For decades the island of Cuba was a forbidden territory for Americans.
Over the past two years tourism between the two countries eased up. But recently, President Donald Trump has brought back some restrictions on travel to Cuba. That move happened right after 13 WREX traveled to Havana to show you what it's like on the island.
It is a country rich with history and culture that has remained relatively unchanged for the past six decades. That's why in recent years, some Americans jumped at the chance to check it out. We ran into several Americans during our week in Cuba, eager to see what the country has to offer. Our tour of the city's capital started in New Havana.
There we found history reaches beyond what you'll find in museums. You'll actually see it in the streets with classic cars.
"Oh my God the cars are awesome! I thought that was almost like something people played up. But seeing the cars everywhere you go, it's so picturesque," said an American named Mandy who is from New Orleans, traveling on an educational visa.
In one spot, there are rows of classic cars lined up at a taxi stand. That's what a majority of the cars are used as.
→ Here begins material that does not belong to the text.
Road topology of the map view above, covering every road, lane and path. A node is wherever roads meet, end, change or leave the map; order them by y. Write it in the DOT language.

The taxis are privately owned and the drivers will take you pretty much anywhere for one peso, which is equivalent to $1. And the cars range in age from 1959 Pontiac Catalinas, to 1950 Cadillac Debutantes.
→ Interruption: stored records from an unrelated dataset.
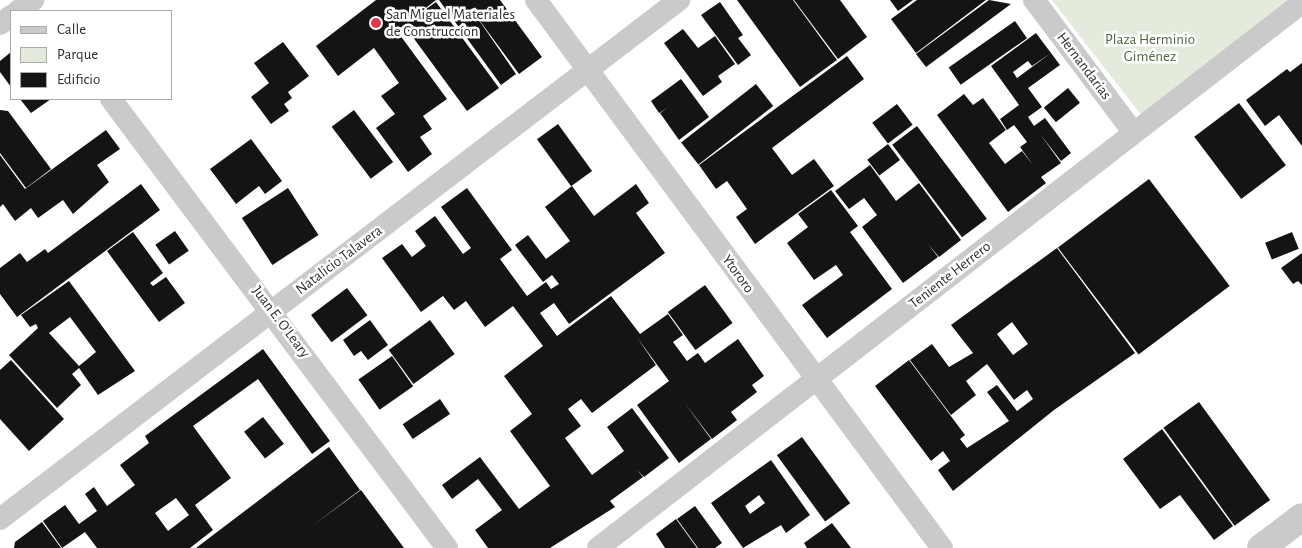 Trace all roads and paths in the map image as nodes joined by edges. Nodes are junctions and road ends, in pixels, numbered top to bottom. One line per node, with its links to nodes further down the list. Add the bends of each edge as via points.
1 (34, 0): 6 (street); 7 (street)
2 (536, 0): 8 (street, Ytororo)
3 (679, 0): 8 (street, Natalicio Talavera)
4 (1034, 0): 10 (street, Hernandarias)
5 (1302, 3): 10 (street, Teniente Herrero)
6 (19, 10)
7 (44, 10)
8 (589, 70): 11 (street, Natalicio Talavera); 12 (street, Ytororo)
9 (112, 100): 11 (street, Juan E. O'Leary)
10 (1134, 133): 12 (street, Teniente Herrero)
11 (272, 310): 14 (street, Natalicio Talavera); 15 (street, Juan E. O'Leary)
12 (815, 379): 16 (street, Teniente Herrero); 17 (street, Ytororo)
13 (1302, 517): 18 (street)
14 (0, 519)
15 (447, 548)
16 (598, 548)
17 (942, 548)
18 (1261, 548) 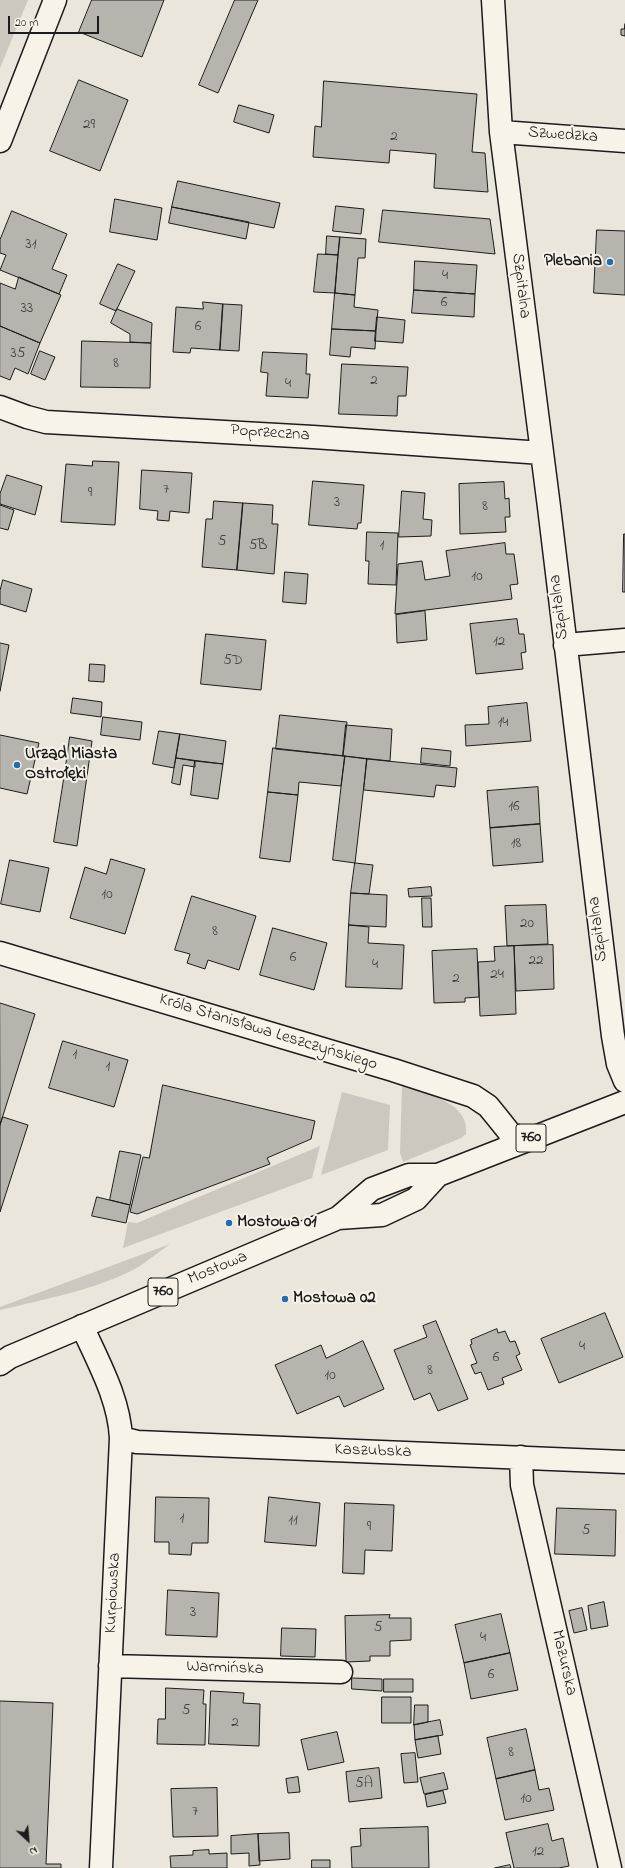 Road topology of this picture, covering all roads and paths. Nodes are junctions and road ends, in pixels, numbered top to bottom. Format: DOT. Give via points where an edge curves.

"The favorite part is, in any case the old town, we like the cars very much, the lifestyle here," said Thomas Jung, a tourist from Germany.
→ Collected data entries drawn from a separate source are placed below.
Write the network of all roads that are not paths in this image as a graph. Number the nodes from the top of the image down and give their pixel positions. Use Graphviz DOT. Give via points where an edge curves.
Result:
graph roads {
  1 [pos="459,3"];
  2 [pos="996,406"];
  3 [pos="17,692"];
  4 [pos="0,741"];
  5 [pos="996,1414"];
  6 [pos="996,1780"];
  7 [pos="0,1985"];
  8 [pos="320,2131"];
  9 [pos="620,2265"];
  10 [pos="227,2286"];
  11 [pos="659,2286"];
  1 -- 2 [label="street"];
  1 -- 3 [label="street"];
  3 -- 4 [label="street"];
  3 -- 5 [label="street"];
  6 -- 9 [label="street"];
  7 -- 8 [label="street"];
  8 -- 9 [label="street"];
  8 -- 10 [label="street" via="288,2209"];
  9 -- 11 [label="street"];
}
It's just not Americans traveling to Cuba. People from other countries have been vacationing there for years. We ran into a couple from Germany who was on their honeymoon. They're advice for enjoying Cuba?
"You should be relaxed, no hurry. It's slow motion," said Thorsten Jung.
The Cuban people are in no rush whether it's driving through the downtown near the Capitol building or walking along the streets. It's a laid back atmosphere, albeit a crowded one, especially in Old Havana.
The streets of Havana by the Capitol are incredibly busy with cars. But the streets of Old Havana are very busy with people. That's because there are shops lining up and down the road, and not much room for cars. Those shops sell a variety of items, all for reasonable prices compared to what we'd pay in America.
"A bottle of water is only a dollar cheaper than he nicest cocktail I've had," said Linda Powell, a tourist from Birmingham, Alabama.
A breakfast plate of ham, toast and eggs was just $3 at a downtown restaurant. And some incredible excursions in the country -- are completely free.
"The Hotel Nacional, it is historic and they have bunkers underneath it from the Cuban Missile Crisis. And we got to go in it," said Powell.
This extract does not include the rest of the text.